Non ci sono veri sponsor.La pubblicità sulle maglie di Cristiano Ronaldo e Neymar, due aziende chiamate KAFD e Savvy, appartengono al PIF, che è davvero il vitello d’oro in tutta questa faccenda. Lo stesso vale per i cartelloni pubblicitari, dove le entrate da extra PIF sono per lo più simboliche. Da settimane si stanno muovendo per cercare di piazzare i diritti televisivi per trasmettere il campionato in altri Paesi, cosa che viene gestita dall'agenzia IMG come intermediario. I diritti sono ovviamente di proprietà della televisione pubblica, che ha pagato allo Stato circa 25 milioni di euro all'anno per tre stagioni. Il grande business, ovviamente, consiste nel rivendere i diritti a piattaforme straniere per ogni Paese. Data la particolarità della SPL, nessuno vuole acquistare l'intero pacchetto e ritrovarsi a trasmettere una partita Al-Fayha-Al-Hatem che 1.500 persone stanno guardando all'Al Majma'ah Sports City. Ma anche qui i problemi sono evidenti, e i riscontri minimi, come mostrano gli ascolti delle gare mostrate anche in Italia.
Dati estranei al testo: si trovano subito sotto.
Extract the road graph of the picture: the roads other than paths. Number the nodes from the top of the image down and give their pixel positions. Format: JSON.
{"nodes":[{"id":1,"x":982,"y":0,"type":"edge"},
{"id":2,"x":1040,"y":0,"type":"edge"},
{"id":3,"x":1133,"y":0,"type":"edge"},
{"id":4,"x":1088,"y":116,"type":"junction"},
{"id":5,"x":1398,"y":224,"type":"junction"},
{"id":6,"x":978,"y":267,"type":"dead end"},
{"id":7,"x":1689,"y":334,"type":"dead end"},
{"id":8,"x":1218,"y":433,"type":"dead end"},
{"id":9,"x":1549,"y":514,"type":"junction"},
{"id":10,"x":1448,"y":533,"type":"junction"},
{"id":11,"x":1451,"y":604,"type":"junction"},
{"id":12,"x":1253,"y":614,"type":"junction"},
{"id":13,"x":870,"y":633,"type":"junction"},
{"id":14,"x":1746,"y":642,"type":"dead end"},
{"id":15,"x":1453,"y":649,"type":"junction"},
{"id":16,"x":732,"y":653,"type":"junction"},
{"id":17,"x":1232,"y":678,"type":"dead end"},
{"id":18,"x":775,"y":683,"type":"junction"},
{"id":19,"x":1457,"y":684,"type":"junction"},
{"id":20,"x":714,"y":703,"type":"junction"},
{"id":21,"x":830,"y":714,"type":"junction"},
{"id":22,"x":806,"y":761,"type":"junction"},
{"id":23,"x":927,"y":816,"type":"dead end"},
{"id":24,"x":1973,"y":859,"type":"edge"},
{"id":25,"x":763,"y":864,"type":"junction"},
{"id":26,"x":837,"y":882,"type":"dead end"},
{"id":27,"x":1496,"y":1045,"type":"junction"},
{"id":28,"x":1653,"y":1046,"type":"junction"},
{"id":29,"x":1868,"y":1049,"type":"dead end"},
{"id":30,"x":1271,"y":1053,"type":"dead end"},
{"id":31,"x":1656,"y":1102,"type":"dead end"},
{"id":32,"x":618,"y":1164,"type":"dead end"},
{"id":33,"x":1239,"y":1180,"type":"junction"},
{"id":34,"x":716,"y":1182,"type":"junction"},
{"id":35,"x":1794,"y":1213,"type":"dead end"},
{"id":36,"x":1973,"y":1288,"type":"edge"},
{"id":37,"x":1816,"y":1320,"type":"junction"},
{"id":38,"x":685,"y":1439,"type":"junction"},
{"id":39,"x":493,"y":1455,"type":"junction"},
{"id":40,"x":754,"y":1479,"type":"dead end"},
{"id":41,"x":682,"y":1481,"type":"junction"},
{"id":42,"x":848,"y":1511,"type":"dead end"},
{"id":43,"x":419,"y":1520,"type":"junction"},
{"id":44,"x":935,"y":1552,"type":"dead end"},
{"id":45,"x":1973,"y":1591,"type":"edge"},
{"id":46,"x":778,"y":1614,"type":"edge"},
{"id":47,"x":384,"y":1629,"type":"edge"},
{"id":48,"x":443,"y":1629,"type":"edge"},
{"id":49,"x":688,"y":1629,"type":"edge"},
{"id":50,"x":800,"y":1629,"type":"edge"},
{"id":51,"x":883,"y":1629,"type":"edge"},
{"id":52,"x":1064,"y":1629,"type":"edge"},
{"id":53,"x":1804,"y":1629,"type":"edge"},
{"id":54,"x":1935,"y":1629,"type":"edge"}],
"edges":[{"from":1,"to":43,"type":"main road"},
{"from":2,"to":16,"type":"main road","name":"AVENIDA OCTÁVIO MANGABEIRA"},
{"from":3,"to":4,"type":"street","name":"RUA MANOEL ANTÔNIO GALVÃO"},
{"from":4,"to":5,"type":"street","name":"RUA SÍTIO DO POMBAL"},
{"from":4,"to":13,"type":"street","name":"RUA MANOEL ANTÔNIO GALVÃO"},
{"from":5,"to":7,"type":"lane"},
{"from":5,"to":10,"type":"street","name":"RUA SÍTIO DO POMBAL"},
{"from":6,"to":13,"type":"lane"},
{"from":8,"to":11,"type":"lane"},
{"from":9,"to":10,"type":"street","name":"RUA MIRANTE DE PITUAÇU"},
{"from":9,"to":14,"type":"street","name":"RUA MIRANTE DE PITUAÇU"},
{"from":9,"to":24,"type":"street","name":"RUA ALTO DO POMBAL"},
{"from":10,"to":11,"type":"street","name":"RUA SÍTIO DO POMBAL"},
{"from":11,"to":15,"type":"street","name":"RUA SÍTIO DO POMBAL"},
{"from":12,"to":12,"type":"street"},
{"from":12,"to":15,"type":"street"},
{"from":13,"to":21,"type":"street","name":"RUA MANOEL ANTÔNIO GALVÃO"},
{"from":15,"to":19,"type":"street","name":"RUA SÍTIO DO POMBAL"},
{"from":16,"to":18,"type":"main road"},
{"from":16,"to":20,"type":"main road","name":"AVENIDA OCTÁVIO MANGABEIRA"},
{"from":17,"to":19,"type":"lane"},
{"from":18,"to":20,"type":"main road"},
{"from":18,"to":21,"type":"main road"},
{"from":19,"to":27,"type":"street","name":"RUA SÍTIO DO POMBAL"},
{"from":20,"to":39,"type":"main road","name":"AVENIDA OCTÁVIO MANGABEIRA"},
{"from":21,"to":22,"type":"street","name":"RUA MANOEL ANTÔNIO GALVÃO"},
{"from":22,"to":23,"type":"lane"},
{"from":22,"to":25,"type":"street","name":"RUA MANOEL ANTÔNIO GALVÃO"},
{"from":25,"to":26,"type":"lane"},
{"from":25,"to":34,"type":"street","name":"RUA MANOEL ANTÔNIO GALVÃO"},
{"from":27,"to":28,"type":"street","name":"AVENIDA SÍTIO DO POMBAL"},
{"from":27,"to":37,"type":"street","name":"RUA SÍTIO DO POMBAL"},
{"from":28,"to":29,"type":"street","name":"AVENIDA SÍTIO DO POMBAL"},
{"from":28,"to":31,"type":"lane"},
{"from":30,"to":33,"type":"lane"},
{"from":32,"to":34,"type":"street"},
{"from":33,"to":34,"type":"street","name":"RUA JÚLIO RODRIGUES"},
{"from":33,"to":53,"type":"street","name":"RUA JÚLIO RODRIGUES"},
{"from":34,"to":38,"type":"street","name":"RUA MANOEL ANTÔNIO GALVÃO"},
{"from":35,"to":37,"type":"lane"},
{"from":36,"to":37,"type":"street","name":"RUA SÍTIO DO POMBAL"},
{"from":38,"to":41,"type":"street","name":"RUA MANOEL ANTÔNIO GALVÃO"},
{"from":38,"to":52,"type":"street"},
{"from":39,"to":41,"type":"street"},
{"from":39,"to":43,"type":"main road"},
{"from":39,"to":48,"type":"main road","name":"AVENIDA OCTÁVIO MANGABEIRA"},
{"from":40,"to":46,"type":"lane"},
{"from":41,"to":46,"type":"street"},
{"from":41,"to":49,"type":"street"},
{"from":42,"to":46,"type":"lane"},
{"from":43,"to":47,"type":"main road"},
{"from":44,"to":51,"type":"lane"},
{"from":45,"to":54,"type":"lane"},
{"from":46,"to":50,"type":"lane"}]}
Fino al termine del mercato, l’attenzione del mondo del calcio sarà costantemente fissata anche sull’Arabia Saudita. Come dice Pep Guardiola, in molti fingono, persino nella ricchissima Premier, di preoccuparsi e di scandalizzarsi per la situazione, ma le squadre (e agenti/ intermediari) hanno sempre l’orecchio teso verso Ryad
E dopo il mercato? Quale sarà l’Interesse per questo calcio che, già vediamo, palesa notevoli differenze tra le star provenienti dall’Europa e i giocatori indigeni, e che non può permettersi ritmi alti nemmeno se volesse: come l’Europa, pure l'Arabia Saudita soffre di ondate di calore peggiori rispetto al passato, e questo significa che in città come Damman e Riyadh le temperature massime in agosto oscillano tra i 48 e i 50 gradi. Tutte le partite si giocano dalle nove di sera in poi, quando il clima è più tollerabile ma rimane decisamente complicato avere delle performances atletiche considerevoli.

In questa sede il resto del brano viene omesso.